A better condom for a better world
As a tool for preventing the spread of HIV and other sexually transmitted diseases, condoms are cheap and nearly 99 percent effective.
The problem? They’re uncomfortable. And that makes men less likely to use them.
And that’s bad news in the fight against STDs. According to the UN, there were roughly 2 million new HIV infections in the world last year.
With a mission to improve worldwide health, the Bill and Melinda Gates Foundation put out a call to researchers around the world to build a better condom.
Shengxi Chen, a biochemist at Arizona State University’s Biodesign Institute, has done just that.
Chen, who received a $100,000 Grand Challenges grant from the Gates Foundation in 2014, has created a material that mimics human skin, resulting in a condom that is more comfortable and thus more likely to be used.
“With condoms, for many, many years nobody changed them,” said Chen, whose past research included working on a low-cost HIV diagnostic.
To make this new material more skin-like, Chen made it more hydrophilic, or water-loving, like human skin — eight times more hydrophilic, in fact, than natural latex condoms.
“I thought, if we make something really close to skin, people would not mind using condoms,” Chen said. “Human skin has a lot of water; we call it hydrophilic.

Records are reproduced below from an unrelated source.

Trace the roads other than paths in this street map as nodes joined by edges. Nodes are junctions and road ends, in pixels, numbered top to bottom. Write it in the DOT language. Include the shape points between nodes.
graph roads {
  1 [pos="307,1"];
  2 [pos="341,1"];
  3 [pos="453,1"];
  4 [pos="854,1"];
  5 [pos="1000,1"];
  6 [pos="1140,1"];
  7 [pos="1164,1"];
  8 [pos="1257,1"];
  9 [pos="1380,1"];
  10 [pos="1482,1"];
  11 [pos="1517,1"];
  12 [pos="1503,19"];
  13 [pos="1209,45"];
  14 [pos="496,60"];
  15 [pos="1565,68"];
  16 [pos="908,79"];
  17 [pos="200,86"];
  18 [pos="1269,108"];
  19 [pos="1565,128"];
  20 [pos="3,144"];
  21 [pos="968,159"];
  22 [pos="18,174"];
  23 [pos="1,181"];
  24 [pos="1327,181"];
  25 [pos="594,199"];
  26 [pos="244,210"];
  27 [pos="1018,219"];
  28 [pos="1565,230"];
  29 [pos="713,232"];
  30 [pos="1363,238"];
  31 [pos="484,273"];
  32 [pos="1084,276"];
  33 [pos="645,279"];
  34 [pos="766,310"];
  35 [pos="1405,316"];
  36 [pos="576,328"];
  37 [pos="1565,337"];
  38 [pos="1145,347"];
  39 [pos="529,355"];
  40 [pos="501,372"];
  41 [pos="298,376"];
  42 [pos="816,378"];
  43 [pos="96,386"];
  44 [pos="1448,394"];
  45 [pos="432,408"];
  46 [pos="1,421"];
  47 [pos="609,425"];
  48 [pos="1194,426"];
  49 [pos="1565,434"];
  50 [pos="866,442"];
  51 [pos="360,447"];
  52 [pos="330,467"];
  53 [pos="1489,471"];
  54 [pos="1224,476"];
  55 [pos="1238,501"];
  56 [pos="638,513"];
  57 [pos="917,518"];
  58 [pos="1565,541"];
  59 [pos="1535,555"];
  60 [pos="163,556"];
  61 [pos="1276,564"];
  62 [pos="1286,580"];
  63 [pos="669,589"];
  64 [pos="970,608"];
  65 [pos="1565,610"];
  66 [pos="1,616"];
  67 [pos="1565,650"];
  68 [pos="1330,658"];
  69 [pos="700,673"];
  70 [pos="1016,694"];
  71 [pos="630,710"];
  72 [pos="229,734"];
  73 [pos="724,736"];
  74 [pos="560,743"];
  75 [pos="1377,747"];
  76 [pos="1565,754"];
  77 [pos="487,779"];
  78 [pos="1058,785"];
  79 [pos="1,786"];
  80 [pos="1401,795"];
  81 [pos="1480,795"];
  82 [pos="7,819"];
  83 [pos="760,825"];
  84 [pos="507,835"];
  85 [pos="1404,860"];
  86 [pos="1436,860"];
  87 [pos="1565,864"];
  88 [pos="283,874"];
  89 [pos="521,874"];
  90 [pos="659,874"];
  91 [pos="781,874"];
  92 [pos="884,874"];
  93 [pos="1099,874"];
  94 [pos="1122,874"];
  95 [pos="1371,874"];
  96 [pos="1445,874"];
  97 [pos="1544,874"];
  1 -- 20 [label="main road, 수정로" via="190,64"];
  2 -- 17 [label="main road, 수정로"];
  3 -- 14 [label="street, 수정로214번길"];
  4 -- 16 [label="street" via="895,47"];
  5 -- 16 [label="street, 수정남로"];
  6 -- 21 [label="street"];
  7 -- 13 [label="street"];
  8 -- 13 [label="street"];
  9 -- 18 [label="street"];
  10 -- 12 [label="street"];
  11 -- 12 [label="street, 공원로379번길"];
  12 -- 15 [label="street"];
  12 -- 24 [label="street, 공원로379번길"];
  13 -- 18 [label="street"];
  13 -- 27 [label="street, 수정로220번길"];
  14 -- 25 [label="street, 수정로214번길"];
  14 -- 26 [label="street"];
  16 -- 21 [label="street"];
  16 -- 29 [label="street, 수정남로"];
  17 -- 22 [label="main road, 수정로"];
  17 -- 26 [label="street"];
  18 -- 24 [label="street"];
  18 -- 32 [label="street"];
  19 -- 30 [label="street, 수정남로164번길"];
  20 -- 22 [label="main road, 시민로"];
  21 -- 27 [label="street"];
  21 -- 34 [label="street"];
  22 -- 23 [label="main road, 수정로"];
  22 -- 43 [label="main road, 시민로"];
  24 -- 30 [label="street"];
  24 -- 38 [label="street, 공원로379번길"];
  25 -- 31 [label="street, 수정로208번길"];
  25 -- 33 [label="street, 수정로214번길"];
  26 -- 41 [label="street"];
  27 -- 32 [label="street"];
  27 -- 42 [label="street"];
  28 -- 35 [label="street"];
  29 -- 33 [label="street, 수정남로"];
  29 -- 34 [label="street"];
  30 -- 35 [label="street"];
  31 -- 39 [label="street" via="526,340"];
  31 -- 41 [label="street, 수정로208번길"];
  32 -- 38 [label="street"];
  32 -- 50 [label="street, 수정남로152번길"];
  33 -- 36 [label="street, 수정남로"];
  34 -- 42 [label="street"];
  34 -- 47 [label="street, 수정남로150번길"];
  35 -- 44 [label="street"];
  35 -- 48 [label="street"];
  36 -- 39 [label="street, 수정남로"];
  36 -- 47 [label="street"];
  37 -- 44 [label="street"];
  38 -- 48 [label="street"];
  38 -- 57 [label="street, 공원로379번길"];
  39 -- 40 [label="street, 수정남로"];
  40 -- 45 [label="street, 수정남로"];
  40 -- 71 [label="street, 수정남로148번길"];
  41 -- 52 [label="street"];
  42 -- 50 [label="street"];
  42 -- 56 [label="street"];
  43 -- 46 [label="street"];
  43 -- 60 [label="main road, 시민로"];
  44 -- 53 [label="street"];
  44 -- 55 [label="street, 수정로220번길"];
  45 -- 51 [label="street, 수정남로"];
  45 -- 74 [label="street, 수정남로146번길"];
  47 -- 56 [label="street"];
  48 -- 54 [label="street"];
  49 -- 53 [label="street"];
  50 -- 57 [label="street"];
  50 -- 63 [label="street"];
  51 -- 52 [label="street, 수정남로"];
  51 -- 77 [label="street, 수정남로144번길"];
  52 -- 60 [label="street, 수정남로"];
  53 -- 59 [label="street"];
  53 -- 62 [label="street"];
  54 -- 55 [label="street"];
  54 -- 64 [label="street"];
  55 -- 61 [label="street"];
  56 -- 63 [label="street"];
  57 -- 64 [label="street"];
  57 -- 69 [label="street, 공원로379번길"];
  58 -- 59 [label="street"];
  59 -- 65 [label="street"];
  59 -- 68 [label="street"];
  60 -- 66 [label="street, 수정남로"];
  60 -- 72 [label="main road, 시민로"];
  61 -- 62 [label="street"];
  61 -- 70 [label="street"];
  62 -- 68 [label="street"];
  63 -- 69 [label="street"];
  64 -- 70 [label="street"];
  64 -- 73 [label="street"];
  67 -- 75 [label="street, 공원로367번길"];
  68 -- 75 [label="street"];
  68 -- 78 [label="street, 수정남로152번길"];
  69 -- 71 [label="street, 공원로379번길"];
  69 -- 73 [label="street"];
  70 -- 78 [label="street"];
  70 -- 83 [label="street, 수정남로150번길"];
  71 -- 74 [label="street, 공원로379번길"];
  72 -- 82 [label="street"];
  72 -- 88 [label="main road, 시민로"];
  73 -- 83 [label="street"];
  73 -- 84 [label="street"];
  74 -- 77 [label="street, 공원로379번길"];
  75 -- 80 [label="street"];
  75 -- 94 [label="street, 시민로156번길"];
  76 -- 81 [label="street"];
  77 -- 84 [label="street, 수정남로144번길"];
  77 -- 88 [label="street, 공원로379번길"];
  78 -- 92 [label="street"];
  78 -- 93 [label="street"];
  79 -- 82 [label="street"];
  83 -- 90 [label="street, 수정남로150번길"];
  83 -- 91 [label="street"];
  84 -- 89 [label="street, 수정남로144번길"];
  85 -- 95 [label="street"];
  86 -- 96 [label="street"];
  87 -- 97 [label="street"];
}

Most condoms are hydrophobic, but this material likes water.”
Testing also shows that, in terms of strength and flexibility, Chen’s skin-like condom performs better than latex condoms currently on the market. The condom is made from a new, patented material that has 1.7 times more tensile strength than natural latex condoms, as measured through stretching and air-pressure tests.
Creating a better condom is only part of what it will take to make an impact on the spread of HIV — a combination of medical treatment, education, social change and reliable access to condoms is the best strategy — but it’s a big step in the right direction.
The Gates Foundation chose Chen and 10 other researchers for the Grand Challenges grant, from a field of 812 applicants. The project goals included ease of use, comfort — and even increasing sensation if possible.
With his patented condom, Chen has registered a start-up company called Joys LLC.
“We are trying to put it to the market because I think that it is truly interesting,” he said. “It’s better than the other condoms, and we don’t want this to just stay in the lab.”
The next step is to obtain funding, through grants or investors, to produce the condom in a commercial setting and run it through the safety and performance tests required by the U.S. Food and Drug Administration.
The new condom is just one of the ways in which researchers at the Biodesign Institute are helping in the fight against STDs. Bertram Jacobs, virologist in the School of Life Sciences and the Biodesign Institute, focuses his research on developing an HIV vaccine. Karen Anderson, a medical oncologist and researcher in the School of Life Sciences and the Biodesign institute, is working on early detection of certain cancers, such as cervical cancer caused by the sexually transmitted human papillomavirus (HPV).
And making news earlier this summer, researchers at the Biodesign Institute and Wyss Institute in Boston have developed a paper-based diagnostic that uses just a drop of blood or saliva to quickly tell if someone is infected with the Zika virus, which can be transmitted through sexual contact as well as by mosquito bite.